Üstüne nur yağan türden filmlere, Ankara ve İstanbul festivallerinden alışkınız zaten. Ama, artık biz yaşlanıyoruz da, “Nerde o eski....?” faslına mı geçtik, yoksa sahiden bunlar daha iyi filmler miydi, bilemeyeceğim.

Bildiğim şu: Wim Wenders’in adeta genç yaştayken izlediğim filmi 'Paris, Texas', sanki eskisinden de incelikliydi, dokunaklıydı. Nastassja Kinski ne kadar gençmiş! Hayranı olduğum Harry Dean Stanto ise, gelmiş geçmiş en iyi aktörlerden biri.

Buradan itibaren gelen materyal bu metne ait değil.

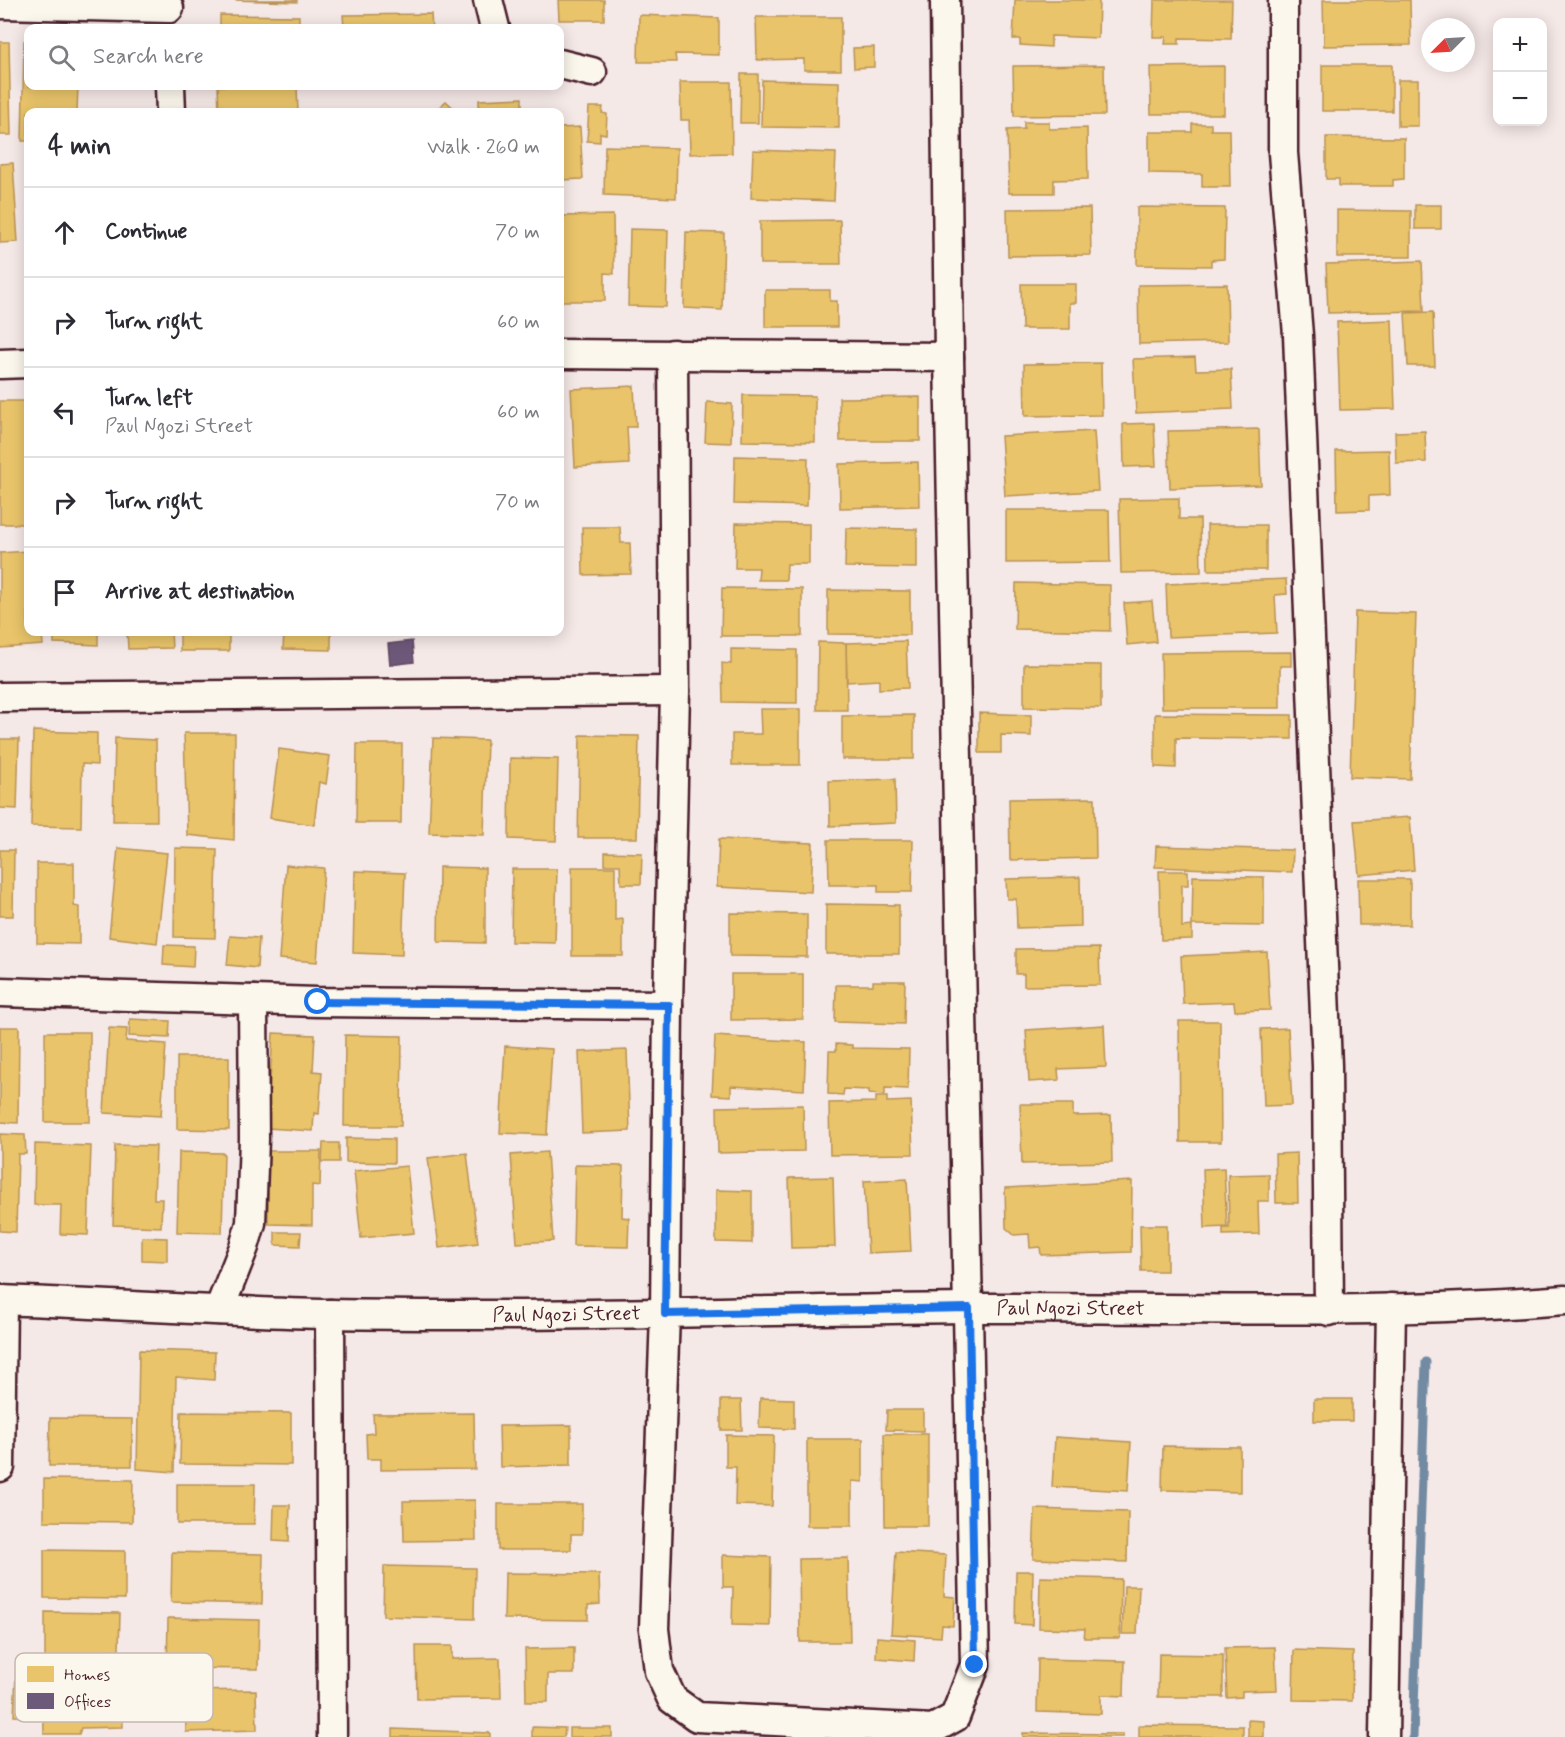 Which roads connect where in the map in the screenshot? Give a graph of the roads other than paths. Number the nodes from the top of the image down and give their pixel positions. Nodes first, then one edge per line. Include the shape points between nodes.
1 (488, 0) edge
2 (945, 0) edge
3 (1282, 0) edge
4 (0, 4) edge
5 (169, 12) edge
6 (494, 24) edge
7 (564, 65) edge
8 (592, 72) dead end
9 (170, 90) edge
10 (171, 108) edge
11 (564, 354) edge
12 (673, 354) junction
13 (949, 357) junction
14 (24, 363) edge
15 (0, 364) edge
16 (675, 692) junction
17 (0, 697) edge
18 (0, 992) edge
19 (253, 1000) junction
20 (669, 1005) junction
21 (1, 1300) edge
22 (1565, 1300) edge
23 (969, 1308) junction
24 (1391, 1308) junction
25 (219, 1311) junction
26 (1329, 1311) junction
27 (330, 1314) junction
28 (665, 1314) junction
29 (0, 1467) edge
30 (332, 1737) edge
31 (1384, 1737) edge

1 - 6 street
2 - 13 street
3 - 26 street via 1283,153 1299,347 1328,1066
4 - 5 street
7 - 8 street
9 - 10 street
11 - 12 street
12 - 13 street
12 - 16 street
13 - 23 street
14 - 15 street
16 - 17 street
16 - 20 street
18 - 19 street
19 - 20 street
19 - 25 street via 251,1223
20 - 28 street
21 - 25 street, Paul Ngozi Street
21 - 29 street
22 - 24 street, Paul Ngozi Street
23 - 26 street, Paul Ngozi Street
23 - 28 street, Paul Ngozi Street
23 - 28 street via 975,1665 955,1717 933,1729 697,1717 672,1699 659,1671 654,1629
24 - 26 street, Paul Ngozi Street
24 - 31 street
25 - 27 street, Paul Ngozi Street
27 - 28 street, Paul Ngozi Street
27 - 30 street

Emily Dickinson’a aynı gözle bakmıyor olsak da, Terence Davies Retropektifi gerçek bir hazineydi. 'Zaman ve Şehre Dair' ile 'Uzak Sesler, Durgun Yaşamlar'a hep birer şaheser gözüyle bakmışımdır.
Yalnız onlar mı? Anısına, Ustalar, ve sair benzer başlıklı festival bölümleri ile retrospektifler, o sinemacıları eski filmleriyle, o eski günlerin rüzgârıyla, kişisel ve toplumsal çalkantılarıyla hatırlayan bizleri ister istemez derinden sarsıyor. Belki onun için, şahsen bunları 'eski filmler'i bilen, daha önce izlemiş kişilerle konuşmayı tercih ediyorum. Zaten bakış açımız da farklı oluyormuş. Volker Schlöndorff bu yıl Cities’de, 'Unutulmayan Aşk'ın beni nasıl etkilediğinden kısaca söz ettiğimde, “Bu yaştaki insanlar, gençlerden farklı yorumluyor,” demiş ve bizim yorumlarımızın kendi düşünrdüklerine yakın olduğunu ima etmişti. Benden üç yaş büyük olduğu için kendisine bir ağabeye gösterilen saygıyı gösterdim. Filmi de çok sevdim.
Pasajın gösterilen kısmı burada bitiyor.